P-value: compared with HFD by t-test, ^* P ≤ .05, ^** P ≤ .001, ^† P ≤ .0001. Data expressed as mean ± SD.

LDL, low density lipoprotein.

Discussion

From the current obesity drug development trend, it can easily be inferred that it is possible to reduce body weight and reverse the metabolic disturbances of obesity by controlling calories intakes. The cannabinoid (CB₁) receptor antagonists such as Rimonabant and its class of drugs incur their impact by blocking the effects of endogenous cannabinoids that are known to stimulate hunger and increase appetite.^18
–20 Unfortunately, the strong binding affinity from the prescription drug also induced psychological side effects that eventually led to withdrawal of Rimonabant from the obesity treatment. However, searching natural CB₁ antagonists with less binding affinity and more peripheral than neurological effects may remain as a viable alternative approach to control the epidemic of obesity.

In this study, we depicted data from CB₁ antagonist plant library screening, acute food intake model in rats, and HFD-induced obese mice treated with root-bark extract of M. alba. More than 8000 plant extracts from Unigen's Phytologix library were screened for inhibition of CB₁-ligand binding activity. Among them, M. alba was determined as one of the most active plants in the library. Various parts (root-bark, fruits, leaves, stem-bark, and stems) of M. alba plant were extracted with organic solvent, aqueous solvent, ethanol, and methanol and those extracts were tested for inhibition of CB₁-ligand binding activity. It was found that only the organic extract of root-barks of M. alba showed 91% and 82% inhibition at 100 and 10 μg/mL concentrations, respectively. No inhibition activity was observed for the extracts obtained from other parts of the plant. Organic extract of M. alba root-barks was further investigated by examining high-through-put (HTP) fractions of the organic extract on a reverse-phase C-18 column for inhibition of CB₁ binding activity by labeled CB₁-ligand.
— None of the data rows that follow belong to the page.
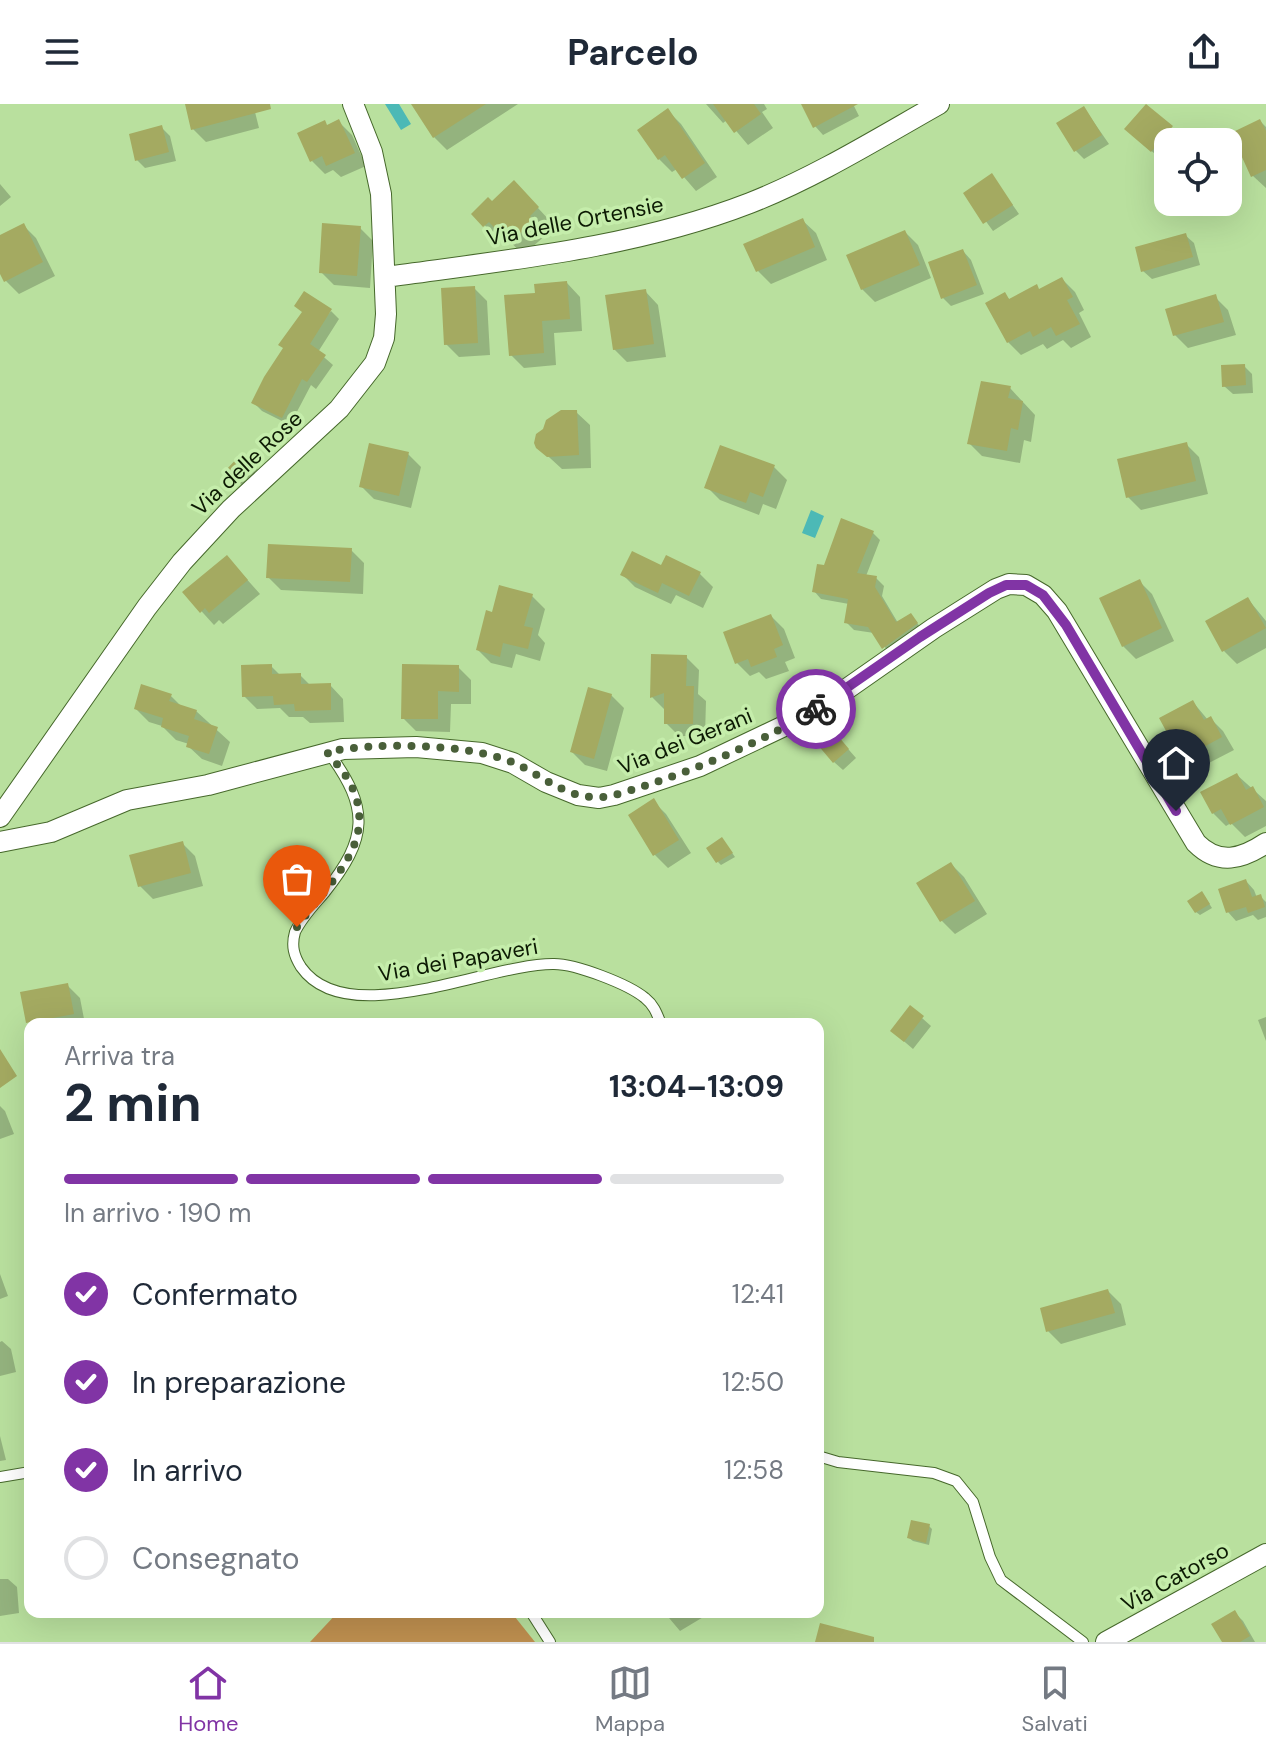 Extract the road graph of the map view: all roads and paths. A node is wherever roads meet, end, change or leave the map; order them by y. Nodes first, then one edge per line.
1 (353, 104) edge
2 (939, 104) edge
3 (386, 277) junction
4 (327, 752) junction
5 (0, 817) edge
6 (0, 842) edge
7 (1266, 843) edge
8 (658, 1018) edge
9 (824, 1458) edge
10 (24, 1473) edge
11 (0, 1477) edge
12 (1266, 1554) edge
13 (535, 1618) edge
14 (550, 1642) edge
15 (1083, 1642) edge
16 (1106, 1642) edge

1 - 3 street, Via delle Rose
2 - 3 street, Via delle Ortensie
3 - 5 street, Via delle Rose
4 - 6 street, Via dei Gerani
4 - 7 street, Via dei Gerani
4 - 8 lane, Via dei Papaveri
9 - 15 lane
10 - 11 lane
12 - 16 street, Via Catorso
13 - 14 lane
The activity profile of those HTP fractions indicated that more than one component in the fractionated M. alba organic extract contributed to the inhibition of CB₁-ligand binding activity. Subsequent isolation and purification resulted in two potent compounds identified as Kuwanon G and Albanin G with CB₁-ligand binding inhibition activity IC₅₀ 7 μg/mL (10 μM) and 0.08 μg/mL (190 nM), respectively. For comparison, the reference compound Rimonabant had an IC₅₀ of 20 nM in this assay. Both compounds showed selectivity to the CB₁ receptor, magnifying their involvement in appetite control. Besides, Albanin G could have some additional benefit in inhibiting the activity of the enzyme α-glucosidase, indicating its further advantage in reduction of calories derived from carbohydrates and, hence, improvement of diabetes similar to the benefit from Acarbose.²¹

Significant appetite suppression activity of M. alba root-bark ethanol extract was observed in the acute food intake study. The root-bark extract of M. alba produced dose-correlated reduction in food intake in rats administered at single oral doses of 250 and 500 mg/kg. When cumulative food intake data were compared with the vehicle-treated control animals, rats treated with the 250 mg/kg Morus extract showed 58.6%, 44.8%, 32.9%, 36.4%, 34.1%, 27.4%, and 10.0% reductions in food consumption at 1, 2, 4, 6, 8, 10, and 24 h, respectively, after food provision. For the same durations of monitoring, there were 50.1%, 44.3%, 40.1%, 45.5%, 40.3%, 39.1%, and 25.8% reductions in food intake for the 500 mg/kg Morus extract treatment group. These data showed that at the low dose, Morus extract seemed to have significant appetite suppression impact in the early hours of food provision than the higher dose. However, as time goes by, starting from the fourth hour, efficacies from the higher dose were greater in magnitude for the rest of the duration of the study. Long-lasting appetite suppression activity up to 24 h was observed for rats treated with Morus extract at 500 mg/kg (i.e., 25.8% compared with vehicle control, *P ≤ .01). These results were in accordance with clinically effective appetite suppressants in this model. For instance, the clinically effective obesity drugs such as Sibutramine, Rimonabant, Belviq, Qsymia, and Contrave all reduced food intake when given orally at a single dose to lean rodents.^22

–27 More specifically, when 18-h fasted rats were treated with Rimonabant (selective CB₁ antagonist) at oral doses of 10 mg/kg, 55%, 50%, 42.9%, 38.1%, and 14.1% reductions in food intake were observed at 1, 2, 4, 6, and 24 h postfood provision.²⁸ Similarly, the pharmaceutical anti-obesity drug Lorcaserin, a selective human 5-hydroxytryptamine-2C (5-HT)2C agonist, reduced acute food intake in rats administered orally at doses of 3–24 mg/kg. At the highest dose of Lorcaserin tested, 80%, 65%, 55%, and 25% inhibitions in cumulative food intakes were observed at 2, 4, 6, and 22 h, respectively, after the provision of food.²⁵ Therefore, based on data depicted in this study, it can be inferred that the appetite suppression activity of M. alba root-bark extract observed in this model could be partially explained by the presence of active components in the extract, with CB₁ antagonist activity causing reduced calorie intake.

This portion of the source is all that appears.